Con il 60% delle ricerche Google che non genera più clic e l'esplosione delle AI generative, Immagina Group lancia in Italia la disciplina per indicizzare i brand nei modelli di linguaggio.
Il panorama del digital marketing sta vivendo una trasformazione epocale a causa del radicale cambiamento nelle abitudini degli utenti. Nel 2026, con ChatGPT che ha superato i 900 milioni di utenti attivi settimanali, la ricerca di informazioni non passa più esclusivamente attraverso i motori di ricerca classici. Molti utenti oggi preferiscono porre domande dirette a sistemi come Gemini o Perplexity per ottenere risposte immediate, rendendo di fatto invisibili quei brand che non compaiono nelle citazioni delle intelligenze artificiali. Per rispondere a questa sfida, l'agenzia romana Immagina Group ha lanciato l'AI Optimization (AIO), una disciplina emergente che mira a costruire un'identità digitale strutturata affinché aziende e prodotti siano riconosciuti e citabili dai modelli di linguaggio.
A differenza della SEO tradizionale, che si concentra sull'ottimizzazione per i crawler di Google, l'AIO lavora sulla creazione di una presenza verificata su fonti autorevoli come Wikidata e Crunchbase, oltre alla pubblicazione di contenuti tecnici su piattaforme specifiche e all'uso di markup avanzati. Valerio D’Orazio, COO di Immagina Group, sottolinea che non si tratta di ingannare gli algoritmi, ma di fornire loro informazioni coerenti e verificate. Questo approccio diventa fondamentale se si considera che il 60% delle ricerche su Google oggi non genera più clic verso siti esterni e che il traffico proveniente dalle AI converte fino a quattro volte meglio rispetto a quello organico tradizionale.

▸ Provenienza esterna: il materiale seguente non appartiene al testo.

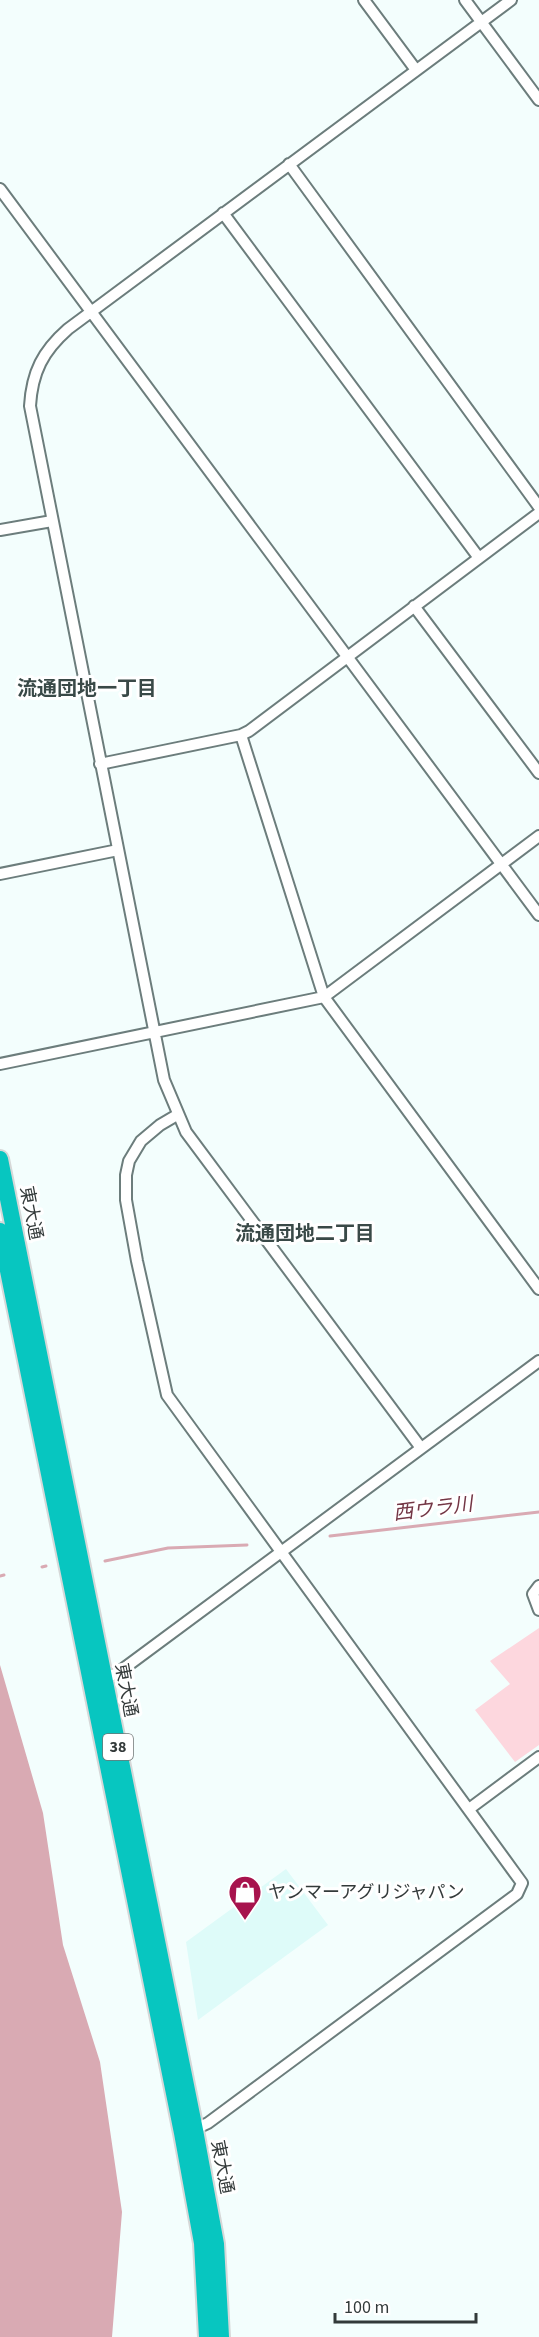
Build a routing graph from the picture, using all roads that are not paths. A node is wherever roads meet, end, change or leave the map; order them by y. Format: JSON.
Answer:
{"nodes":[{"id":1,"x":364,"y":0,"type":"edge"},
{"id":2,"x":465,"y":0,"type":"edge"},
{"id":3,"x":511,"y":0,"type":"edge"},
{"id":4,"x":481,"y":22,"type":"junction"},
{"id":5,"x":416,"y":70,"type":"junction"},
{"id":6,"x":539,"y":100,"type":"edge"},
{"id":7,"x":289,"y":164,"type":"junction"},
{"id":8,"x":0,"y":189,"type":"edge"},
{"id":9,"x":223,"y":213,"type":"junction"},
{"id":10,"x":92,"y":313,"type":"junction"},
{"id":11,"x":539,"y":507,"type":"edge"},
{"id":12,"x":539,"y":513,"type":"edge"},
{"id":13,"x":52,"y":521,"type":"junction"},
{"id":14,"x":0,"y":530,"type":"edge"},
{"id":15,"x":478,"y":558,"type":"junction"},
{"id":16,"x":414,"y":606,"type":"junction"},
{"id":17,"x":347,"y":657,"type":"junction"},
{"id":18,"x":241,"y":735,"type":"junction"},
{"id":19,"x":100,"y":764,"type":"junction"},
{"id":20,"x":539,"y":773,"type":"edge"},
{"id":21,"x":539,"y":836,"type":"edge"},
{"id":22,"x":118,"y":850,"type":"junction"},
{"id":23,"x":501,"y":864,"type":"junction"},
{"id":24,"x":0,"y":874,"type":"edge"},
{"id":25,"x":539,"y":915,"type":"edge"},
{"id":26,"x":324,"y":997,"type":"junction"},
{"id":27,"x":154,"y":1033,"type":"junction"},
{"id":28,"x":0,"y":1064,"type":"edge"},
{"id":29,"x":177,"y":1115,"type":"junction"},
{"id":30,"x":0,"y":1159,"type":"edge"},
{"id":31,"x":0,"y":1231,"type":"edge"},
{"id":32,"x":539,"y":1288,"type":"edge"},
{"id":33,"x":539,"y":1361,"type":"edge"},
{"id":34,"x":421,"y":1448,"type":"junction"},
{"id":35,"x":280,"y":1553,"type":"junction"},
{"id":36,"x":539,"y":1586,"type":"edge"},
{"id":37,"x":539,"y":1610,"type":"edge"},
{"id":38,"x":98,"y":1681,"type":"junction"},
{"id":39,"x":539,"y":1757,"type":"edge"},
{"id":40,"x":469,"y":1809,"type":"junction"},
{"id":41,"x":189,"y":2132,"type":"junction"},
{"id":42,"x":207,"y":2337,"type":"edge"},
{"id":43,"x":221,"y":2337,"type":"edge"}],
"edges":[{"from":1,"to":5,"type":"street"},
{"from":2,"to":4,"type":"street"},
{"from":3,"to":4,"type":"street"},
{"from":4,"to":5,"type":"street"},
{"from":4,"to":6,"type":"street"},
{"from":5,"to":7,"type":"street"},
{"from":7,"to":9,"type":"street"},
{"from":7,"to":11,"type":"street"},
{"from":8,"to":10,"type":"street"},
{"from":9,"to":10,"type":"street"},
{"from":9,"to":15,"type":"street"},
{"from":10,"to":13,"type":"street"},
{"from":10,"to":17,"type":"street"},
{"from":12,"to":15,"type":"street"},
{"from":13,"to":14,"type":"street"},
{"from":13,"to":19,"type":"street"},
{"from":15,"to":16,"type":"street"},
{"from":16,"to":17,"type":"street"},
{"from":16,"to":20,"type":"street"},
{"from":17,"to":18,"type":"street"},
{"from":17,"to":23,"type":"street"},
{"from":18,"to":19,"type":"street"},
{"from":18,"to":26,"type":"street"},
{"from":19,"to":22,"type":"street"},
{"from":21,"to":23,"type":"street"},
{"from":22,"to":24,"type":"street"},
{"from":22,"to":27,"type":"street"},
{"from":23,"to":25,"type":"street"},
{"from":23,"to":26,"type":"street"},
{"from":26,"to":27,"type":"street"},
{"from":26,"to":32,"type":"street"},
{"from":27,"to":28,"type":"street"},
{"from":27,"to":29,"type":"street"},
{"from":29,"to":34,"type":"street"},
{"from":29,"to":35,"type":"street"},
{"from":30,"to":38,"type":"highway","name":"東大通","number":"38"},
{"from":31,"to":38,"type":"highway","name":"東大通","number":"38"},
{"from":33,"to":34,"type":"street"},
{"from":34,"to":35,"type":"street"},
{"from":35,"to":38,"type":"street"},
{"from":35,"to":40,"type":"street"},
{"from":36,"to":37,"type":"street"},
{"from":38,"to":41,"type":"highway","name":"東大通","number":"38"},
{"from":39,"to":40,"type":"street"},
{"from":40,"to":41,"type":"street"},
{"from":41,"to":42,"type":"highway","name":"東大通","number":"38"},
{"from":41,"to":43,"type":"highway","name":"東大通","number":"38"}]}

Le piccole e medie imprese italiane rischiano tuttavia di restare tagliate fuori da questa evoluzione. Sebbene il mercato nazionale dell'intelligenza artificiale sia in forte crescita, solo il 16,4% delle imprese utilizza tecnologie AI, lasciando un vuoto che i potenziali clienti stanno già colmando rivolgendosi ai chatbot per decidere i propri acquisti. Casi concreti come quello di Omega Professional dimostrano che l'implementazione di file di istruzione specifici e contenuti definizionali può fare la differenza, permettendo a un'azienda di apparire tra i consigli di ChatGPT anche quando prima era totalmente assente, nonostante l'ottima reputazione offline.
La convergenza tra intelligenza artificiale e commercio elettronico è ormai una realtà operativa, come dimostrano le recenti funzionalità di Shopify che permettono di rendere i cataloghi prodotti acquistabili direttamente dentro ChatGPT. Grazie al nuovo Universal Commerce Protocol, i prodotti dei merchant possono ora apparire su Microsoft Copilot e nelle schede di ricerca di Gemini, trasformando l'ottimizzazione AI in un vero e proprio canale di vendita diretto. È importante comprendere che l'AIO non sostituisce la SEO tradizionale, ma la integra in un ecosistema dove il comportamento degli utenti è sempre più frammentato su piattaforme diverse, rendendo l'ottimizzazione per l'intelligenza artificiale un pilastro imprescindibile per la sopravvivenza digitale di ogni business.